A Mad Love: An Introduction to Opera, by Vivien Schweit-zer (New York: Basic Books; 288 pp., $27.00). I need to be fair to this book, because the author, a concert pianist and writer who worked for a decade as a classical-music critic for the New York Times, certainly knows her stuff so far as opera goes. And she can write, too. So my response to A Mad Love resembles William Faulkner’s to a manuscript sent him by an aspiring writer: “It’s not how I would have done it, honey, but you go right ahead, you go right ahead.” (I should leave out “honey,” of course.) Encouraging people of all ages to understand and appreciate opera is surely a worthy endeavor in this day and age. My objection is to Schweitzer’s pedagogical approach, which is the modern one of establishing a rapport at his own level with the student setting out to confront a supposedly antiquated art by assuring him that, really, it has its own kind of cool; and besides, cool people today are making cool contributions to it. The technique is supposedly facilitated by starting on a slightly apologetic note, whose purpose is to demonstrate a sympathetic understanding for whoever might bring a degree of doubt, or even hostility, to the subject. And so Schweitzer, on page 2, allows that, “It’s often noted that opera, with its fantastical stories, requires a suspension of disbelief.” Writing not as a critic or teacher but as a semiprofessional singer for whom the opera has been one of the several great passions of his life, my private feeling is that this art form—not the modern stuff but the real thing in full bloom, written in an era when “grand” opera was a form of popular entertainment as well as a cultivated taste appreciated by connoisseurs—is so remote from, even antithetical to, the modern and postmodern temper that the most effective way to convince the horse to drink the water is to push him into the lake, where he is certain to swallow at least a little of it. While he’s thrashing around there, encouraging observations that “Carmen drives Don Jose nuts” is really beside the point, and so is explaining that the opéra comique “offered . . . lighthearted works, with morally sound stories that ended happily after the bad guys were vanquished.”

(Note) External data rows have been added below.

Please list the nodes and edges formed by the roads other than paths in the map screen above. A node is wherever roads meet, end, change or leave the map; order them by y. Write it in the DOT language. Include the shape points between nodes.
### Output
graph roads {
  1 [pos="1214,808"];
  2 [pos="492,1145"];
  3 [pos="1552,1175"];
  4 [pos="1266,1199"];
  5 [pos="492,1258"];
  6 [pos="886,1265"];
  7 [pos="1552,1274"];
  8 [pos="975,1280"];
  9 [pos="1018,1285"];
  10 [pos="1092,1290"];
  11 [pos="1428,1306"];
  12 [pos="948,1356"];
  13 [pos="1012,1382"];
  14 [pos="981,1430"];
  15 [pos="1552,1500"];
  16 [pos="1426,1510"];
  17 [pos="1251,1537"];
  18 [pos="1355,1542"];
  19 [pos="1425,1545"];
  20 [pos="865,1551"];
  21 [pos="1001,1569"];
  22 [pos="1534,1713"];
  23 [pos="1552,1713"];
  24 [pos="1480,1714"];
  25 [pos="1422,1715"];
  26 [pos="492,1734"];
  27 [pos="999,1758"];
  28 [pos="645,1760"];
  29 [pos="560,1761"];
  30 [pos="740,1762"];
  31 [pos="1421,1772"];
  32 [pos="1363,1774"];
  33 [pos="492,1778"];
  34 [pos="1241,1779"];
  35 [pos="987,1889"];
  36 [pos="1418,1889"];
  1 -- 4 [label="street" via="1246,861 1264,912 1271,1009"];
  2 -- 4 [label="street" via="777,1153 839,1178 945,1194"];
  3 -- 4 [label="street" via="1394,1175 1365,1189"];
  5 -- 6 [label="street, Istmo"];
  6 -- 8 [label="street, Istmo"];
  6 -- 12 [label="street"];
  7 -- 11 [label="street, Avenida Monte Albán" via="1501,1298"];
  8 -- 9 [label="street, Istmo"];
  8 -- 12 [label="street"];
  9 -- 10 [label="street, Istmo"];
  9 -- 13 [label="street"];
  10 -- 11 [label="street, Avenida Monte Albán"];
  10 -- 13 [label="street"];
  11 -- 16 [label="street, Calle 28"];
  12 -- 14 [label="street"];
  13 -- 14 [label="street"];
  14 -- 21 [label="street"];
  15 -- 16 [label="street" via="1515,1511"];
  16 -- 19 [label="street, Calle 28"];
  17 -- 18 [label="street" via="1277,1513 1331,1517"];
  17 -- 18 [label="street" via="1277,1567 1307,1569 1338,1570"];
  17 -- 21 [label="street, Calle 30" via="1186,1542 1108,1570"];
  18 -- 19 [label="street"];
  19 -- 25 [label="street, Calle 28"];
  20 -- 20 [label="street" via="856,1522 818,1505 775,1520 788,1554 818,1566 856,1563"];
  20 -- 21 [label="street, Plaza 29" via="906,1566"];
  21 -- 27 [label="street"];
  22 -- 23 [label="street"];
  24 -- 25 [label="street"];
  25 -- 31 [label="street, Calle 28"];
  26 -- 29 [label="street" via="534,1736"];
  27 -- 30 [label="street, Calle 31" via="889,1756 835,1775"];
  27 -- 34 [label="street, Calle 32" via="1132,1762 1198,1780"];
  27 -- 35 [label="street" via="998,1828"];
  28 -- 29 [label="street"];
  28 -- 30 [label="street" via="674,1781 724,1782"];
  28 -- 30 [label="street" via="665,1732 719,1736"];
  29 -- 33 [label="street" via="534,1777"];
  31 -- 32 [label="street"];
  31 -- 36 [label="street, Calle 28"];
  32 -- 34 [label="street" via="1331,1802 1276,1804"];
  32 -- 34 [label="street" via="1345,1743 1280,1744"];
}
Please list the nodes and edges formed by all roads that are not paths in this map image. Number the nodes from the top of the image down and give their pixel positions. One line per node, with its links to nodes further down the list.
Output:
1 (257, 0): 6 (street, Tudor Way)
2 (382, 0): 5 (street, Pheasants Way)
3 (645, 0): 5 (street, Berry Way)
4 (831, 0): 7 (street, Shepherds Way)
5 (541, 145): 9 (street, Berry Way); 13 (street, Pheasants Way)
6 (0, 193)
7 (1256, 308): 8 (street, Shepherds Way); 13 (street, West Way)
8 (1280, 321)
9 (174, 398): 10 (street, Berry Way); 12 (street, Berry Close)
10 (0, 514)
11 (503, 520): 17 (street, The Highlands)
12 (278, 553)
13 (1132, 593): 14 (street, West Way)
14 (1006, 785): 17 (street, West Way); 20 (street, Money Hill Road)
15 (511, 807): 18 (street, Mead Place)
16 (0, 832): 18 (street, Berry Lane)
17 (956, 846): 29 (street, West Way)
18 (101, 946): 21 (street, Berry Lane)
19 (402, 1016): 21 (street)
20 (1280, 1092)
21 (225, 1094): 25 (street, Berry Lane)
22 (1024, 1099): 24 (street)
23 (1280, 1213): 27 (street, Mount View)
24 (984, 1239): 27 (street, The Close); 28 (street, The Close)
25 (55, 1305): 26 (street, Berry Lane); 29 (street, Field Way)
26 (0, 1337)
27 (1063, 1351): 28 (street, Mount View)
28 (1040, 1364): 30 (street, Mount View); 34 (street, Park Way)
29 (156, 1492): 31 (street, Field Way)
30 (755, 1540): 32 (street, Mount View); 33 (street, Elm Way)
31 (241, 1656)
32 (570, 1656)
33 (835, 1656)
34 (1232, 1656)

The best chapters in this book deal with bel canto, Wagner, and Verdi (though not enough is said about the national roots of their rivalry as composers of Italian opera versus the Gesamtkunstwerk) and verismo in the 19th century, opera’s siècle glorieux. And Schweitzer’s summary of the Ring cycle is useful for the novice, and even for aficionados who have spent so much time concentrating on the scores that they have forgot the broad outline of the composer’s libretto. Anyway, given the author’s purpose in writing, this book is fit for a certain purpose, whether Don Jose is driven nuts and the bad guys lose, or not.
Skepticism and American Faith: From the Revolution to the Civil War, by Christopher Grasso (New York: Oxford University Press; 664 pp., $34.95). Professor Grasso concludes the Introduction to his enormous book (the tight interior design holds the text to 509 pages, minus End Notes, an Index, and an enormous Bibliography at the expense of making it seem even denser than it is) with a statement followed by a question.
In the frontier West, organizing churches was a reassuring sign that civilization was being reestablished [sic]. But in what so many called a Christian nation, was there enough content to the common faith? There was no national church, no instituted national creed, no developed rituals in any “civil religion” that could prevent disunion. One could swear an oath on the Bible but could not go into too much detail about what that Bible said and still keep all the Christian patriots in the politician’s big tent. The mystic cords tying Americans together in a sacred Union were revealed to be a collection of vaporous sentiments about the virtues of a Christian citizenry and God’s love for America. When tested by the greatest moral challenge of the age—slavery—Christians interpreted their Bibles differently, snapped the bonds of fellowship, and conscientiously marched off to slaughter one another.
What is false here is the assertion that the War Between the States was fought over slavery. It was not; it was fought over states’ rights and their territorial integrity within the “sacred” Union. What is accurate and true is Grasso’s characterization of the nature and place of Christianity in the United States from her founding down to the present day. Between the Revolution and the so-called “Civil” War, he argues, religious skepticism was a significant presence in American society; while the real debate in this country has never been between faith and atheism but rather, skepticism and faith. To document and illustrate this thesis, Grasso worked his way through a voluminous collection of mainly primary documents—diaries, letters, etc.—publications, and other secondary sources showing how “ordinary” people wrestled personally with the apparent contradiction between belief and reason. He concludes, “There was no simple arc toward a more religious or more secular American future. In our world, the continued dialogue of skepticism and faith, like death and politics, may be a certainty, too.”
One fascinating detail of the story has to do with John R. Kelso, a Methodist minister in Missouri who renounced his faith to fight Confederate guerillas against slavery and on behalf of the sacred Union. At the end of his life, he thought differently.
How blindly, how piously, how patriotically inhuman even the best of us are capable of being made by superstition, whether with regard to those mythical monsters, called gods, or those equally mythical monsters called governments.